Updated: Jul 17, 2018
Street photography is divided over what the genre actually constitutes. Some purists believe street photography has to be absolutely candid. If there is interaction between the photographer and the subject or there is any element of construction then it does not qualify as being street photography. It may be portraiture or fine art but it is not street. Other photographers see any form of photography that involves documenting social life as street photography. Here the street is a metaphor for social life. Constructing the image in dialogue with the subjects or arranging elements in the street is seen as having sufficient levels of spontaneity to deserve the street label.
My own philosophy is more in tune with the latter perspective. An example of why I think interaction with subjects does not preclude constructed images from being categorised as street photography is the photo below which I managed to get by pure chance.
This is a local man who stumbled upon me crouching in the street, trying to get an interesting angle on a high street pub in Long Eaton (visible in the background). When he caught my attention he informed me that he worked at the pub. Grasping the opportunity I asked if he would mind posing for me with the pub behind him. He was rather pleased at the request and making the most of a captive audience proceeded to regale me with his life story.
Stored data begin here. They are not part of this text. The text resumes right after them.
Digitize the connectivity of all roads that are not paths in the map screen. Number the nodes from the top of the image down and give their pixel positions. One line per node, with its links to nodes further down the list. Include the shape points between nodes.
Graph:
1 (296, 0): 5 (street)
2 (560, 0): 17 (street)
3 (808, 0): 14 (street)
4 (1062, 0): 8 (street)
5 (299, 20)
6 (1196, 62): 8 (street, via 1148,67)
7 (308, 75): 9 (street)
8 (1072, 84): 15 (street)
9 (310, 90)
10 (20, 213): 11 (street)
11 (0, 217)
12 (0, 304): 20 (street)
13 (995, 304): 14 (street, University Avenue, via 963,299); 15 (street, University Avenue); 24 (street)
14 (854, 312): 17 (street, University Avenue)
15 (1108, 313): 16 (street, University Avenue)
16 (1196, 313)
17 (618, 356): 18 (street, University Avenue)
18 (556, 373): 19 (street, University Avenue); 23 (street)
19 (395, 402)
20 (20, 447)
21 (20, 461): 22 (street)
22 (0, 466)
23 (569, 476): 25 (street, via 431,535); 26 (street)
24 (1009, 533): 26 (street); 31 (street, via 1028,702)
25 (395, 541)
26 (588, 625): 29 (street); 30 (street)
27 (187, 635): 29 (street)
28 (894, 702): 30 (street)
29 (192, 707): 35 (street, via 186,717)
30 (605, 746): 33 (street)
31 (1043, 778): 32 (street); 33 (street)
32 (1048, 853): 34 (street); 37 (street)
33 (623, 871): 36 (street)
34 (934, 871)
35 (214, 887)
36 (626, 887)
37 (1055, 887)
As it turned out the story was a rather sad one that I felt obliged to give my full attention to. Without any perceptible focus the story darted from one topic to another, leaving me with impressions rather than concrete facts. As I took some shots, his life unfurled in loose fragments. Before I left him to push his bicycle off in the opposite direction, he did reveal that his daughter was having a baby that day. It was a short interlude in the day which left me with some sadness but a series of photos to remember it by. This would not have happened by design, it was pure chance.
Fifteen minutes later I took the photo below which in my view was more candid and I thought clandestine, until the man shouted 'are you taking a photo of me?' I could have pretended otherwise but thought it better to own up and take the consequences.
Luckily the subject was friendly and quite willing to let me take another portrait. However, the can of beer disappeared into his coat pocket.
I quizzed him about hiding the can and he laughed about it. A little bit of spontaneity and a bit of construction but moments exchanged and captured on camera. It is what makes street photography so rewarding and so much fun. You live and you learn though a lens.